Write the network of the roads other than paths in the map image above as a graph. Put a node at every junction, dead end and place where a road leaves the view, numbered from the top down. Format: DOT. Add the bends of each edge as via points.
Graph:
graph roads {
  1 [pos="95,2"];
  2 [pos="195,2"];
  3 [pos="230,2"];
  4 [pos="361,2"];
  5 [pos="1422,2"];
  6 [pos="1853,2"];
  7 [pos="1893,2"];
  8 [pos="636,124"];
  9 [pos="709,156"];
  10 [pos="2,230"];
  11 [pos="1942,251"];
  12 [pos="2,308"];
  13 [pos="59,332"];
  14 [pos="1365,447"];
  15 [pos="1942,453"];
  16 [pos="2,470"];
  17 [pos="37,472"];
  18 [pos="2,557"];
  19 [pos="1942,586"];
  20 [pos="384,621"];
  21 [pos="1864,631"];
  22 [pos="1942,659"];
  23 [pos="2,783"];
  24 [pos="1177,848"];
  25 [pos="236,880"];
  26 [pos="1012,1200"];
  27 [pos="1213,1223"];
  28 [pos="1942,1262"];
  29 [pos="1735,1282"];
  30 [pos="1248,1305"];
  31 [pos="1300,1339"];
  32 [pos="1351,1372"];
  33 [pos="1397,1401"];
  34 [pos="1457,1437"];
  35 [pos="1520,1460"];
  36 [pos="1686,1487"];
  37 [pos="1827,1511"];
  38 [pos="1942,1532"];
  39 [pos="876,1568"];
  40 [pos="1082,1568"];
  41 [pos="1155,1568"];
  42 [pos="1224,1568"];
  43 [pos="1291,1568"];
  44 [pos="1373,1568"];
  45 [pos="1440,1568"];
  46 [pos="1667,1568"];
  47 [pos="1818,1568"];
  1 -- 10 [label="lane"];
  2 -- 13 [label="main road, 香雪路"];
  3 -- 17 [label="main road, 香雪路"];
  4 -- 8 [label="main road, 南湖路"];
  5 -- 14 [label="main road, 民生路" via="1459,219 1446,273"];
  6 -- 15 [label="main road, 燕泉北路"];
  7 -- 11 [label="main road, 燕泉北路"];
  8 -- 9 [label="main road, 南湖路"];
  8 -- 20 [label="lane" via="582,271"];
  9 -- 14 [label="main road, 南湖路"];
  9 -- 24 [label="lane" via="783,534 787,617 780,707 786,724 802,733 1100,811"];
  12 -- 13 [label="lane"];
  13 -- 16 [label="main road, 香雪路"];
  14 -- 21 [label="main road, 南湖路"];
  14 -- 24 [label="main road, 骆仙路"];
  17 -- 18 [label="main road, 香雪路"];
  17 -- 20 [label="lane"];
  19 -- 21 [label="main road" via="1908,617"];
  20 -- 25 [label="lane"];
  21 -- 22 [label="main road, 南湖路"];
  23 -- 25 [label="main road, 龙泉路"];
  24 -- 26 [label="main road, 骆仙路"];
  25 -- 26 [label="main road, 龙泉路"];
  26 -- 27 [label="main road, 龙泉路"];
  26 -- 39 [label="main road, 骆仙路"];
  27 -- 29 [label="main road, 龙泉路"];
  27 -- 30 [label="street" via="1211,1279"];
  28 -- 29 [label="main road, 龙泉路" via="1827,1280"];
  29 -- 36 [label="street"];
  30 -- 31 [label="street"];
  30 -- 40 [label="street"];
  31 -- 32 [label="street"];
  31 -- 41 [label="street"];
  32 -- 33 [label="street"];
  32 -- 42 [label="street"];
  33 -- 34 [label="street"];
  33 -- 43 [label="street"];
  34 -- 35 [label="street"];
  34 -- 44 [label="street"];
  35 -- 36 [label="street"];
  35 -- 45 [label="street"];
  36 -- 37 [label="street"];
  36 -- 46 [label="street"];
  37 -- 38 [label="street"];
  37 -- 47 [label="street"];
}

· · · · ·

## Required work
In full and without alteration, write out the data above.

## Result below
Write the network of the roads other than paths in the map image above as a graph. Put a node at every junction, dead end and place where a road leaves the view, numbered from the top down. Format: DOT. Add the bends of each edge as via points.
Graph:
graph roads {
  1 [pos="95,2"];
  2 [pos="195,2"];
  3 [pos="230,2"];
  4 [pos="361,2"];
  5 [pos="1422,2"];
  6 [pos="1853,2"];
  7 [pos="1893,2"];
  8 [pos="636,124"];
  9 [pos="709,156"];
  10 [pos="2,230"];
  11 [pos="1942,251"];
  12 [pos="2,308"];
  13 [pos="59,332"];
  14 [pos="1365,447"];
  15 [pos="1942,453"];
  16 [pos="2,470"];
  17 [pos="37,472"];
  18 [pos="2,557"];
  19 [pos="1942,586"];
  20 [pos="384,621"];
  21 [pos="1864,631"];
  22 [pos="1942,659"];
  23 [pos="2,783"];
  24 [pos="1177,848"];
  25 [pos="236,880"];
  26 [pos="1012,1200"];
  27 [pos="1213,1223"];
  28 [pos="1942,1262"];
  29 [pos="1735,1282"];
  30 [pos="1248,1305"];
  31 [pos="1300,1339"];
  32 [pos="1351,1372"];
  33 [pos="1397,1401"];
  34 [pos="1457,1437"];
  35 [pos="1520,1460"];
  36 [pos="1686,1487"];
  37 [pos="1827,1511"];
  38 [pos="1942,1532"];
  39 [pos="876,1568"];
  40 [pos="1082,1568"];
  41 [pos="1155,1568"];
  42 [pos="1224,1568"];
  43 [pos="1291,1568"];
  44 [pos="1373,1568"];
  45 [pos="1440,1568"];
  46 [pos="1667,1568"];
  47 [pos="1818,1568"];
  1 -- 10 [label="lane"];
  2 -- 13 [label="main road, 香雪路"];
  3 -- 17 [label="main road, 香雪路"];
  4 -- 8 [label="main road, 南湖路"];
  5 -- 14 [label="main road, 民生路" via="1459,219 1446,273"];
  6 -- 15 [label="main road, 燕泉北路"];
  7 -- 11 [label="main road, 燕泉北路"];
  8 -- 9 [label="main road, 南湖路"];
  8 -- 20 [label="lane" via="582,271"];
  9 -- 14 [label="main road, 南湖路"];
  9 -- 24 [label="lane" via="783,534 787,617 780,707 786,724 802,733 1100,811"];
  12 -- 13 [label="lane"];
  13 -- 16 [label="main road, 香雪路"];
  14 -- 21 [label="main road, 南湖路"];
  14 -- 24 [label="main road, 骆仙路"];
  17 -- 18 [label="main road, 香雪路"];
  17 -- 20 [label="lane"];
  19 -- 21 [label="main road" via="1908,617"];
  20 -- 25 [label="lane"];
  21 -- 22 [label="main road, 南湖路"];
  23 -- 25 [label="main road, 龙泉路"];
  24 -- 26 [label="main road, 骆仙路"];
  25 -- 26 [label="main road, 龙泉路"];
  26 -- 27 [label="main road, 龙泉路"];
  26 -- 39 [label="main road, 骆仙路"];
  27 -- 29 [label="main road, 龙泉路"];
  27 -- 30 [label="street" via="1211,1279"];
  28 -- 29 [label="main road, 龙泉路" via="1827,1280"];
  29 -- 36 [label="street"];
  30 -- 31 [label="street"];
  30 -- 40 [label="street"];
  31 -- 32 [label="street"];
  31 -- 41 [label="street"];
  32 -- 33 [label="street"];
  32 -- 42 [label="street"];
  33 -- 34 [label="street"];
  33 -- 43 [label="street"];
  34 -- 35 [label="street"];
  34 -- 44 [label="street"];
  35 -- 36 [label="street"];
  35 -- 45 [label="street"];
  36 -- 37 [label="street"];
  36 -- 46 [label="street"];
  37 -- 38 [label="street"];
  37 -- 47 [label="street"];
}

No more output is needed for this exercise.